◆ About this exercise ◆
Gather from the listing below each line that includes the word "Right", and copy it.

◆ Dataset entries ◆
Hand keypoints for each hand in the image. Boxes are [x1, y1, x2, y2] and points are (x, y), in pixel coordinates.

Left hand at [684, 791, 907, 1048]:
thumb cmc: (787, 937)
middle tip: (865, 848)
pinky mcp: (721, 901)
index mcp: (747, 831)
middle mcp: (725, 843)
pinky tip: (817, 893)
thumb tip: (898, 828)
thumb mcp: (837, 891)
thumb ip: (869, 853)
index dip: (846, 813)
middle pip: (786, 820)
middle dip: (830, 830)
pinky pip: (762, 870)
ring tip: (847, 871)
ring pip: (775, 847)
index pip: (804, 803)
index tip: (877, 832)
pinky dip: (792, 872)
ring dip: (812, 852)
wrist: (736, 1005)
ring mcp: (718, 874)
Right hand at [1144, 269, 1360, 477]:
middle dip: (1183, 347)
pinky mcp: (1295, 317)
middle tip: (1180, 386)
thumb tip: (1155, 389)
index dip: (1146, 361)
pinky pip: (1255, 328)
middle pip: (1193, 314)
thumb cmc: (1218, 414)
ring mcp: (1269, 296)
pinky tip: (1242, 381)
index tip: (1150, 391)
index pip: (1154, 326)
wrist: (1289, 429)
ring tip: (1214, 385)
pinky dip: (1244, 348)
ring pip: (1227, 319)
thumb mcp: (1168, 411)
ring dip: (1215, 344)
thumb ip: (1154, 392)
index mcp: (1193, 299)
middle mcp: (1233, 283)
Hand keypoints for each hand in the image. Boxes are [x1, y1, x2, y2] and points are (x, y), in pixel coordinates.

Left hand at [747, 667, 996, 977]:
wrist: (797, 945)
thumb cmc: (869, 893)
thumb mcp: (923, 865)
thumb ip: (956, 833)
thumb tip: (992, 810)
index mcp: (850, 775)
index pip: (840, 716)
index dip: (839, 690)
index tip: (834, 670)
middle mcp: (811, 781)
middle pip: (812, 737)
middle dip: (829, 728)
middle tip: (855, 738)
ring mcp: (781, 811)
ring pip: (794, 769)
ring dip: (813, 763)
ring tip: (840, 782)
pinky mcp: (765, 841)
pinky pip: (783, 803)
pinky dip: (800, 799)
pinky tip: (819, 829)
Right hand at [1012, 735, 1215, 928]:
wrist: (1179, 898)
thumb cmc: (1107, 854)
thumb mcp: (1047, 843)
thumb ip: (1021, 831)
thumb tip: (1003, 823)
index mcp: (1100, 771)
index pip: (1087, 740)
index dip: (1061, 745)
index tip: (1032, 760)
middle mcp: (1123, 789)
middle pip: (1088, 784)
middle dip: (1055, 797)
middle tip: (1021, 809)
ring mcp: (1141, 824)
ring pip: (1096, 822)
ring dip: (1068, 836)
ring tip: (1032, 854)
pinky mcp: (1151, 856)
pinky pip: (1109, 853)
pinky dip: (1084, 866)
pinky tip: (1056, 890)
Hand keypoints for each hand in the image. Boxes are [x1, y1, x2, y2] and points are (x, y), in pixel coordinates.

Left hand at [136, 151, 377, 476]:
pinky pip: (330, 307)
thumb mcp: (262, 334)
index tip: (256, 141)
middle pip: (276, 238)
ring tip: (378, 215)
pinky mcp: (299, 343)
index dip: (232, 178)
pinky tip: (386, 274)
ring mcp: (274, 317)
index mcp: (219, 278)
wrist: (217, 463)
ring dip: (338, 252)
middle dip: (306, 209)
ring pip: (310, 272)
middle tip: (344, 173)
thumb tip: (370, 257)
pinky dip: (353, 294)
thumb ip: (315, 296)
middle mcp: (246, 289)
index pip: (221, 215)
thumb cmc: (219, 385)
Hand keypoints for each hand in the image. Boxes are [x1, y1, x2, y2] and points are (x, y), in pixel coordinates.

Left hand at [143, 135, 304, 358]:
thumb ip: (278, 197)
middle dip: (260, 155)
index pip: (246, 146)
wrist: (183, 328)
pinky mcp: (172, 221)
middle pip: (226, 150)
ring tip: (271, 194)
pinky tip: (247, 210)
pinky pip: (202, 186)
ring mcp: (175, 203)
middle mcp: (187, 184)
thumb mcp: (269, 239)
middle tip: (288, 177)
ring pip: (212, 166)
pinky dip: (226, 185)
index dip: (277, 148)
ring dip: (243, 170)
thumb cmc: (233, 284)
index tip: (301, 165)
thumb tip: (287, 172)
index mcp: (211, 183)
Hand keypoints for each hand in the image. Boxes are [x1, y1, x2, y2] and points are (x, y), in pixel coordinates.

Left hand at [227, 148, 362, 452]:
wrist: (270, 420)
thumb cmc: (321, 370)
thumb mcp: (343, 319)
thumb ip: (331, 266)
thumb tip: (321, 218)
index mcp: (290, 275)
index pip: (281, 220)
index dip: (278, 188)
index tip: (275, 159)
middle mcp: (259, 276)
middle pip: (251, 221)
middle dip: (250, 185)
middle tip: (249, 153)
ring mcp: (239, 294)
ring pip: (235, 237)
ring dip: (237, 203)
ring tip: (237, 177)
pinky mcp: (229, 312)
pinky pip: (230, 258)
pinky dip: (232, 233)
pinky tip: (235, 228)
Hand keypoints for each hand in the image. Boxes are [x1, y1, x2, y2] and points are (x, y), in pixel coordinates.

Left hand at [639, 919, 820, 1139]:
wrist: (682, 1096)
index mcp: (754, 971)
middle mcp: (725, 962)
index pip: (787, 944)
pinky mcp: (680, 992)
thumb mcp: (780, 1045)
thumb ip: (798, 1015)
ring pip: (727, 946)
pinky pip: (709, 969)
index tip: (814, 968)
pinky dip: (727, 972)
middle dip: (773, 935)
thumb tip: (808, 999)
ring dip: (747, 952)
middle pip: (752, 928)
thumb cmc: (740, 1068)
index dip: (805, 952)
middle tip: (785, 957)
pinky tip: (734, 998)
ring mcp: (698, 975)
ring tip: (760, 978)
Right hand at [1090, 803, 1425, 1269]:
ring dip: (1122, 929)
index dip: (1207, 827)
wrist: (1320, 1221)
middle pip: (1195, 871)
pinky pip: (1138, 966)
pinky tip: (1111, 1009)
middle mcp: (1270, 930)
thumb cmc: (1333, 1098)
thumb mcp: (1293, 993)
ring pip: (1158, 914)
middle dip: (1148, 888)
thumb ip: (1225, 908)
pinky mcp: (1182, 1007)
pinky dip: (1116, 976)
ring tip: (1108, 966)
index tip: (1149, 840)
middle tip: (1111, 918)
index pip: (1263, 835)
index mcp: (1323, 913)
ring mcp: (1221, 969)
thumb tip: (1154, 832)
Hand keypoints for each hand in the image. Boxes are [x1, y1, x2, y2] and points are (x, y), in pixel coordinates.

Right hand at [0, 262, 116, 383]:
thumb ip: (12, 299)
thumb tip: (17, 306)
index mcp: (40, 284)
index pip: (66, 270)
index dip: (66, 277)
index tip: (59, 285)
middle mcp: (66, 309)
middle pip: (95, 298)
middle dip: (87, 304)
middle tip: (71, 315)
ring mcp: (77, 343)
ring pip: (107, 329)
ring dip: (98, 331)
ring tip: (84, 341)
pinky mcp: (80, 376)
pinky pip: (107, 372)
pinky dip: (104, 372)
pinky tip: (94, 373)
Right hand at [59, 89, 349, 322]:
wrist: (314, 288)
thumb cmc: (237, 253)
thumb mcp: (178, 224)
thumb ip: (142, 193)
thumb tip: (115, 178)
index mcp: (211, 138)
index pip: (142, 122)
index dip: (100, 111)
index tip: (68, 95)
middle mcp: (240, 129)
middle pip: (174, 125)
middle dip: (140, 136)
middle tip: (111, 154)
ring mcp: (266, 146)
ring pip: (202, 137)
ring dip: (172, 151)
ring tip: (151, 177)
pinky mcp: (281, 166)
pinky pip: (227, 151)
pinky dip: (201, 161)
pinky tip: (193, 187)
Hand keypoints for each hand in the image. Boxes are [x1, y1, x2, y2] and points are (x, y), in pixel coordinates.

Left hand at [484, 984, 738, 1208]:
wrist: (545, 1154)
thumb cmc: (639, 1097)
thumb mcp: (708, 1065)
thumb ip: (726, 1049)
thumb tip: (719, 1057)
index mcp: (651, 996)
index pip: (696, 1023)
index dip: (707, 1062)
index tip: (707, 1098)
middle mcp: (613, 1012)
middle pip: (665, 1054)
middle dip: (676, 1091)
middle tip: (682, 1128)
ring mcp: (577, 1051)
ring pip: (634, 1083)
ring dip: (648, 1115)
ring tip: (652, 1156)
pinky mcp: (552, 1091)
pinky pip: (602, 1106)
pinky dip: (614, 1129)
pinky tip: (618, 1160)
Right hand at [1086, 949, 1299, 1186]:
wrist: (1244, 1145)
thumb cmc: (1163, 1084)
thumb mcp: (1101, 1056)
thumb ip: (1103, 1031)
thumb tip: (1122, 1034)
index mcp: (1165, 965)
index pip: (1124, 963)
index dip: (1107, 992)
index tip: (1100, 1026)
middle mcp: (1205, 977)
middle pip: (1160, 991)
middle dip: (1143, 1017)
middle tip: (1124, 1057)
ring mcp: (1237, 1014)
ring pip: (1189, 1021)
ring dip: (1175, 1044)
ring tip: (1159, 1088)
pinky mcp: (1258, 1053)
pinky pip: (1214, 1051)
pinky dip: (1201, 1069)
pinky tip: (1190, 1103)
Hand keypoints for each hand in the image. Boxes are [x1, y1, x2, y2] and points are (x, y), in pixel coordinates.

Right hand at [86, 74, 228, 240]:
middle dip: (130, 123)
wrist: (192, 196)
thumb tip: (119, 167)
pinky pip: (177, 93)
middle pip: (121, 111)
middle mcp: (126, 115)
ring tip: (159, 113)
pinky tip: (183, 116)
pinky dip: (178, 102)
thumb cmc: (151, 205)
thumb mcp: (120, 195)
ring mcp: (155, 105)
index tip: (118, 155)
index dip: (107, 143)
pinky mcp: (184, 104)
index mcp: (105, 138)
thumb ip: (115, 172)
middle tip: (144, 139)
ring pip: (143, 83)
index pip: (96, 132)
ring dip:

◆ Output for this exercise ◆
Right hand at [1144, 269, 1360, 477]:
Right hand at [1012, 735, 1215, 928]:
Right hand at [1090, 803, 1425, 1269]:
Right hand at [0, 262, 116, 383]:
Right hand at [59, 89, 349, 322]:
Right hand at [1086, 949, 1299, 1186]:
Right hand at [86, 74, 228, 240]:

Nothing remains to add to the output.